The Missing Pieces From On Demand TV
Many have been predicting the inevitable decline of linear TV. Looking at the trends from the past few years, it is clear that overall viewership numbers confirm the ongoing drop with the impact being strongest among the younger age groups.
Instead of trying to predict what will happen next, I decided rather to share what I would like to see happening, as a consumer, for what would be an ideal personal TV experience.
3 years ago I ditched my linear TV subscription simply because my most common use case for it was a background ambiance while I was doing or looking at something else.
My home TV screen content became Netflix and iTunes primarily via an old Apple TV box. When Apple announced the new ATV with Apps support, I was very excited. Having the ability to pick and chose from whichever channel or content creator, that deployed their App on the platform, seemed wonderful.
The honeymoon lasted a few weeks while testing and playing around with more and more TV Apps as they were shipping. However, over time the overall experience ended up turning not as great as I had imagined.
So, what was happening? Did I start missing the old linear TV bundles?

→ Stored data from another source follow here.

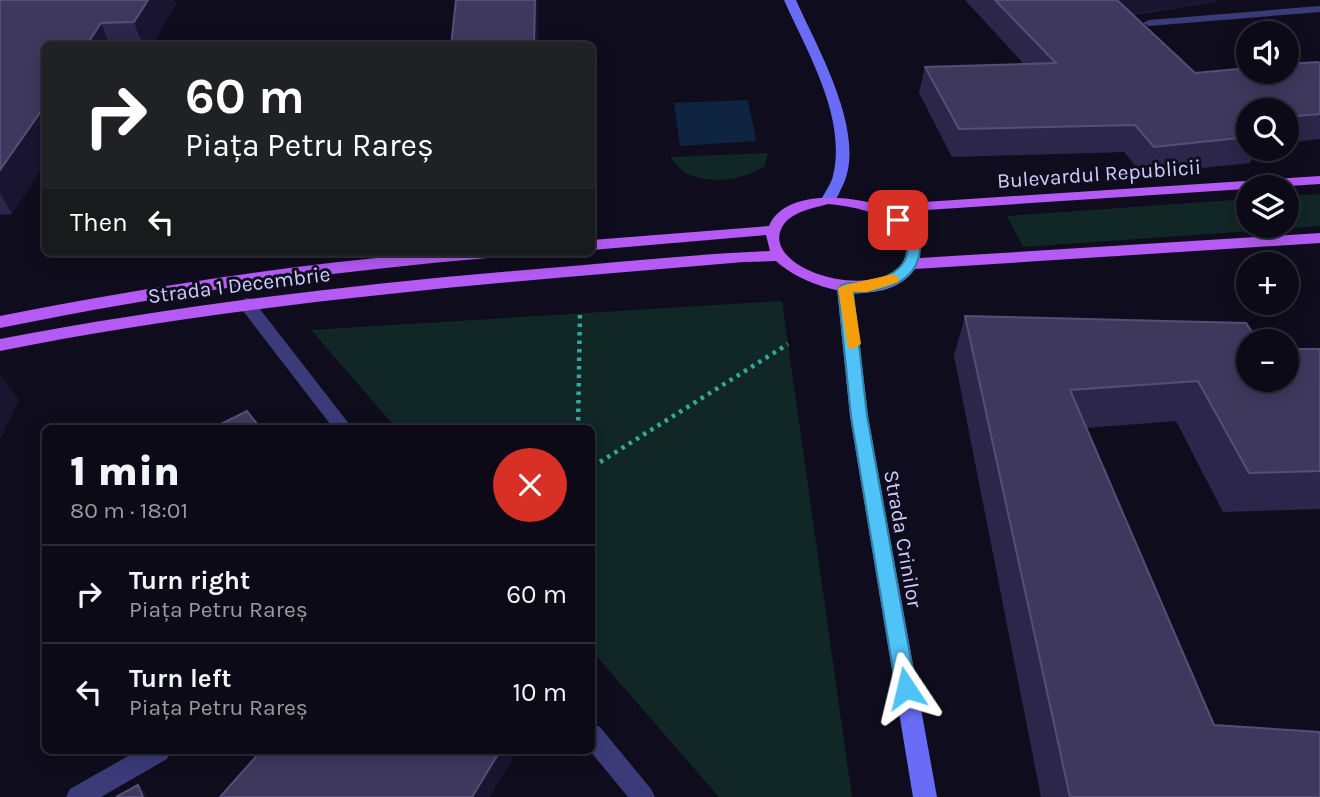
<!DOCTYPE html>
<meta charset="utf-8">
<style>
body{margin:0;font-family:Karla,sans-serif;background:#191823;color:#f1f3f6;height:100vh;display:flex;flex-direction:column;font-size:26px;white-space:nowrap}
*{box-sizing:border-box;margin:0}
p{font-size:23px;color:#9a9aa1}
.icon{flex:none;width:38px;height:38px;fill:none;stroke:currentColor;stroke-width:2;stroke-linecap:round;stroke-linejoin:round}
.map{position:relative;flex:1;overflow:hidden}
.sheet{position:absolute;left:42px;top:425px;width:553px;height:329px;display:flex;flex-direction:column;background:#0b0a16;border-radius:10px;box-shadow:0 4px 18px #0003,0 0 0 2px #2b2b35}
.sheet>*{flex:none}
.top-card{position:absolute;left:42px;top:42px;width:553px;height:214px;border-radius:10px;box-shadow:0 4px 18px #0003,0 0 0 2px #2b2b35;background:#202124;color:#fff;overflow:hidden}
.buttons{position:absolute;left:1236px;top:21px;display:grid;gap:14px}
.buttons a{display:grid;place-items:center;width:63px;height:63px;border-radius:50%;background:#0b0a16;box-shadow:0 4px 18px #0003,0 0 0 2px #2b2b35;font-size:35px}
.pin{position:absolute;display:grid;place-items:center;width:60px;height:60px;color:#fff;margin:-30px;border-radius:14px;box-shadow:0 4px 10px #0006}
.me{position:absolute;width:77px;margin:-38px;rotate:350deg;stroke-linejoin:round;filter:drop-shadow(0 0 5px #0008)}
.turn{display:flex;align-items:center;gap:24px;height:147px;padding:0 28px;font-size:32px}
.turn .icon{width:91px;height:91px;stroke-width:2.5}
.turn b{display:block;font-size:49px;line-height:60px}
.then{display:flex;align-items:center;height:66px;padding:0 28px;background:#0003;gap:14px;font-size:26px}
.round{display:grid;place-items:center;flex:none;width:74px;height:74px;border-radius:37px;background:#191823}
.summary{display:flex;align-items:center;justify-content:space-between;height:119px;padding:0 28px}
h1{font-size:42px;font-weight:800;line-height:52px}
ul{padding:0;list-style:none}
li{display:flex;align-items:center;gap:21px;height:98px;padding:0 28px;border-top:2px solid #2b2b35}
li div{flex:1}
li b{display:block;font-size:26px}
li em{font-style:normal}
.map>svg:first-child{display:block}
.green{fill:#112725}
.water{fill:#0e2440}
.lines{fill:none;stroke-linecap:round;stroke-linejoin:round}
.path-far1{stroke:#34a89c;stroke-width:4.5;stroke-dasharray:3.5 5;stroke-linecap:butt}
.path{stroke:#34a89c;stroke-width:5;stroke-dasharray:4.5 6;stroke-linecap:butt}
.lane{fill:#3b3b7a;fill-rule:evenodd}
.street{fill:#3b3b7a;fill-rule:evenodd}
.secondary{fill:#696cf6;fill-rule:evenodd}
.primary{fill:#b55af5;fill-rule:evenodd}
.wall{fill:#2c264a}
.shaded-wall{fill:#191530}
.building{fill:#3e385d;stroke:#554f76;stroke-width:2}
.route{fill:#4fc3f7;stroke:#337fa1;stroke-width:2}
.slow{fill:#f59e0b}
.labels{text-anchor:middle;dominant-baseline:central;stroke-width:6;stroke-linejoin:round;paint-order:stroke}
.street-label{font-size:21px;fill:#d0ccfc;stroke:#0f0d1d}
</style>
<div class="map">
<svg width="1320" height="797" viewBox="0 0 1320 797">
<rect width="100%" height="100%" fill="#0f0d1d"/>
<path class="green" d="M768 153 765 166C744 180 709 185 686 173 680 169 675 162 670 157Z
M1320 194V226L1023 247 1007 216 1248 199V226H1286V196Z
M782 301 788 344 852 797H719L592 651V429H397L311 330Z"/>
<path class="water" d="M748 100 756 141 680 146 674 103Z"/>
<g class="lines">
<path class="path-far1" d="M578 429 580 310
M600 462 788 344"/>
<path class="path" d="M592 467 602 461"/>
<path class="lane" d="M1320 6V12L1149 26 1143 23 1149 20Z"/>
<path class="street" d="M246 298 252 299 353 429H334L240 307 238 303Z
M592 724 600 727 651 789 655 797H628L590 751Z
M137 751H171L167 759 101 797H66L70 789Z"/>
<path class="secondary" d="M784 0H796C817 48 870 137 841 189 838 196 836 202 828 204L821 200C825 192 831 184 833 176 847 117 807 52 784 0Z
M845 283 853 288 868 416 937 797H913L850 416 837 288Z"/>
<path class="primary" d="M1320 176V184L896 212C915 224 921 237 920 258L1320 233V243L915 269C885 311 807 290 776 261L744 262C494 283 246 302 0 351V339C178 305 356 284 537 269 614 263 692 254 770 251L766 235 592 250V240L769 226C785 189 849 196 879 205ZM828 204C860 207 923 219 902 265 865 303 755 265 784 224 794 211 814 208 828 204Z
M442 252H507L499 257C331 271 165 294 0 328V316C146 287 293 264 442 252Z"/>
</g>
<path class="wall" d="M0 0H174L176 4 152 46H46V162L12 214 0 215Z
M965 0H1216L1215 2 1133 15 1195 73 1320 63V139L1286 143V110H1248V149H1256L1250 163 1142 174 1124 152 952 157 919 93 925 67 1024 64Z
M965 316 1248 380 1320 349V509L1223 512 1176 421 1086 428 1214 725 1320 797H1041L954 356Z"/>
<path class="shaded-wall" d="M148 0H174L176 4 152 46H143L134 22Z
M535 0H538V46H534Z
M1109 0H1216L1215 2 1102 19Z
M101 23 110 46H86Z
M46 104V162L12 214 0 193V170Z
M0 373 19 400 0 439Z
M500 751H517L490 797H472Z
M138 785 149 797H143Z"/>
<path class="building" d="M0 0H148L134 22 101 23 86 46H46V104L0 170Z
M456 0H535L534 46H451Z
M995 0H1117L1195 73 1248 68V72H1286V64L1318 62 1320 63V114L1286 117V110H1248V137L1154 147 1135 125 959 129 925 67 1056 63Z
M965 316 1246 323 1258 341H1248V380H1286V349H1320V471L1249 473 1198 381 1070 390 1214 725 1320 732V797H1070Z
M247 411 261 429H211Z
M261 751H500L472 797H220Z
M138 785 143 797H116Z"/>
<path class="route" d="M898 216C926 225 926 263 905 278 891 289 870 292 853 293L867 416 916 688 913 695 906 697 899 695 896 688 851 416 838 288C846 280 859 284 869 282 891 278 915 263 905 238 903 231 896 226 892 220Z"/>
<path class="slow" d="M893 274 900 279 898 282 867 292H853L861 344 853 349 848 348 838 288C841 285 883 277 893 274Z"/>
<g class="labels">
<g class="street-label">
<text transform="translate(1099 174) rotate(-4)">Bulevardul Republicii</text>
<text transform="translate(239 285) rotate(-7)">Strada 1 Decembrie</text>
<text transform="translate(903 539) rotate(80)">Strada Crinilor</text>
</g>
</g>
</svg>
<div class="buttons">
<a><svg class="icon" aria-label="sound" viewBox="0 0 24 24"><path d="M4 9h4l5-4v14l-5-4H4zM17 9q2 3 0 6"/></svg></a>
<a><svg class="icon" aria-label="search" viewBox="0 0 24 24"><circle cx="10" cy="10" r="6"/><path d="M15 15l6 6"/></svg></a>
<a><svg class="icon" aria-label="layers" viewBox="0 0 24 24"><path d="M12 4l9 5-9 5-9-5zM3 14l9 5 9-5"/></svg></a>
<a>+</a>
<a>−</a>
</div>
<div class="pin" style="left:898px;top:220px;background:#d93025"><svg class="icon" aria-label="arrive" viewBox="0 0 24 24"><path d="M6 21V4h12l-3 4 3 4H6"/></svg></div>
<svg class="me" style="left:906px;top:688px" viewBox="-20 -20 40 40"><path d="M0-17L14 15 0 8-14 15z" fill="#4fc3f7" stroke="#fff" stroke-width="4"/></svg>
<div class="top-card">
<div class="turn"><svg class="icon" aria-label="right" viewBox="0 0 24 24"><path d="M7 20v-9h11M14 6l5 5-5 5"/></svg><div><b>60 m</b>Piața Petru Rareș</div></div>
<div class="then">Then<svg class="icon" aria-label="left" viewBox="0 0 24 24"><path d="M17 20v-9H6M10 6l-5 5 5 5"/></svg></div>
</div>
<section class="sheet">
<div class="summary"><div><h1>1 min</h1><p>80 m · 18:01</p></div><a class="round" style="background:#d93025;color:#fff"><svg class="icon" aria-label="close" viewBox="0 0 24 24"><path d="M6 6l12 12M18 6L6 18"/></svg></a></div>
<ul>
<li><svg class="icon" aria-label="right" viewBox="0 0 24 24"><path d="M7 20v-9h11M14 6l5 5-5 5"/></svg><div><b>Turn right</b><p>Piața Petru Rareș</p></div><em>60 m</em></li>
<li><svg class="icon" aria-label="left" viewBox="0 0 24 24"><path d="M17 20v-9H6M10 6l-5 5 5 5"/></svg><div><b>Turn left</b><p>Piața Petru Rareș</p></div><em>10 m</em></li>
</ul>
</section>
</div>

On the good side, TV Apps do give you control to select exactly when and what you want to watch with a much nicer UI than the EPG of Linear TV. The experience works well as long as you stick to only a couple of Apps. Let’s say Netflix + ABC or Netflix + HBO NOW+ NBC. But once you get close to ten channels, the usability deteriorates. You need to quit the current App, launch another one and each App has its own menu structure, its own account, its own “recommended for you” listing, its own wish-list, its own selection of shows that overlaps with other sources, and some have their own paid subscription.
Apple has enabled a search feature with Siri that partly solves one of these problems by allowing you to search for a show then get all the sources to watch it without having to browse inside each App separately. But that only works if you know exactly what particular title you want. If you don’t, there’s no way to discover what’s available in all channels from one place.
Indeed, the critical missing element with TV channels as Apps model is a common discovery layer that exposes all the content under one interface, one recommendation engine, one wish-list, one profile and eventually one subscription, abstracting away the underlying source channels.
What’s needed, in a way, is doing for TV what Flipboard had done for web content. Consumers still have the option to directly go to the original website of each publisher to look for interesting things to read, but Flipboard provides a unified interface to discover auto-curated content based on your interests or by specific themes from a vast number of publishers without having to necessarily dig into each publication separately.
Having such a standard discovery UI for all TV Apps is the next step I’d like to see happening and would be a significant improvement over the current situation.
Yet, that wouldn’t be enough
A common discovery layer would take us to a level as good as what we have today inside the Netflix interface but with content automatically coming from all other TV channel Apps.
What would still be missing is passive discovery. A mode for laid-back moments, when you don’t know what to watch and don’t want to spend a long time browsing through the different lists such as “Top picks for you”, “Recently added”, “Because you watched X, you may like Y”,…
Some solutions to that already exist in the music world. Pandora first introduced the creation of radio stations based on a music style, a song or an artist. A playlist is automatically generated providing a listening experience that had the benefits of linear broadcast radio stations while being personalized specifically to your taste and mood of the moment.
Later on, Apple Music (putting aside the confusing UI) came up with a hybrid model where artists manually make the playlists that are then automatically served to users by an algorithm based on style preferences and likes.
Perhaps, the best example so far from the video world is the TED Talks App. It has been around for many years with a cool “Surprise Me” feature.
You start by selecting a theme
How much time you have
Then the App generates an automatic playlist with a selection of videos that fit both the theme and your timeline
I always thought it was brilliant and wondered why a similar flow hadn’t been applied to other video discovery engines.
Imagine such a feature deployed on the top of a unified discovery interface for TV Apps allowing you to automatically generate customized pseudo-linear channels based on your current mood, or reference content and taking into account the time you have available. It could also create a generalist channel programming that updates automatically every day by combining your different interests and feedback over time.
For something like this to happen, the content inside the various Apps should be completely unbundled and dynamically re-bundled for each user in a personalized way.
In order for such a system to become truly great, it shouldn’t be limited to TV Shows and Movies. Every single piece of TV programming should be unbundled including the flash news, talk shows, special reports,…
The technologies to build it, such as Apps deep linking, already started to emerge and will keep evolving. The greatest challenge won’t be much on the technical side but rather on the legal and licensing agreements that are way more complicated than in the publishing world.
It would be quite hard, but not impossible, for a standalone new comer to build such a platform. Players like Amazon and Apple with a strong negotiation power are best positioned to pull it off.
In the meanwhile, Apple is rumored to be preparing a linear programming offer for the ATV.
The question though is why would they even try to do that?
There are benefits of having linear TV on the ATV box, or any other one, but they are rather limited. The best one is having access to live sports events, then maybe better bundle prices and most likely a nicer EPG.
But it will still be like “running the old on the new” with no significant shift in how the content is discovered and consumed.
For a real reinvention of how consumers interact with TV, the channels should be willing to fully unbundle their content down to the smallest piece of programming and make it accessible from horizontal discovery layers built by others.
The experience for the end consumer would, for sure, be better but it is not clear if the economics would be attractive enough to the channels.
If not, chances are they would keep resisting the change for as long as they can.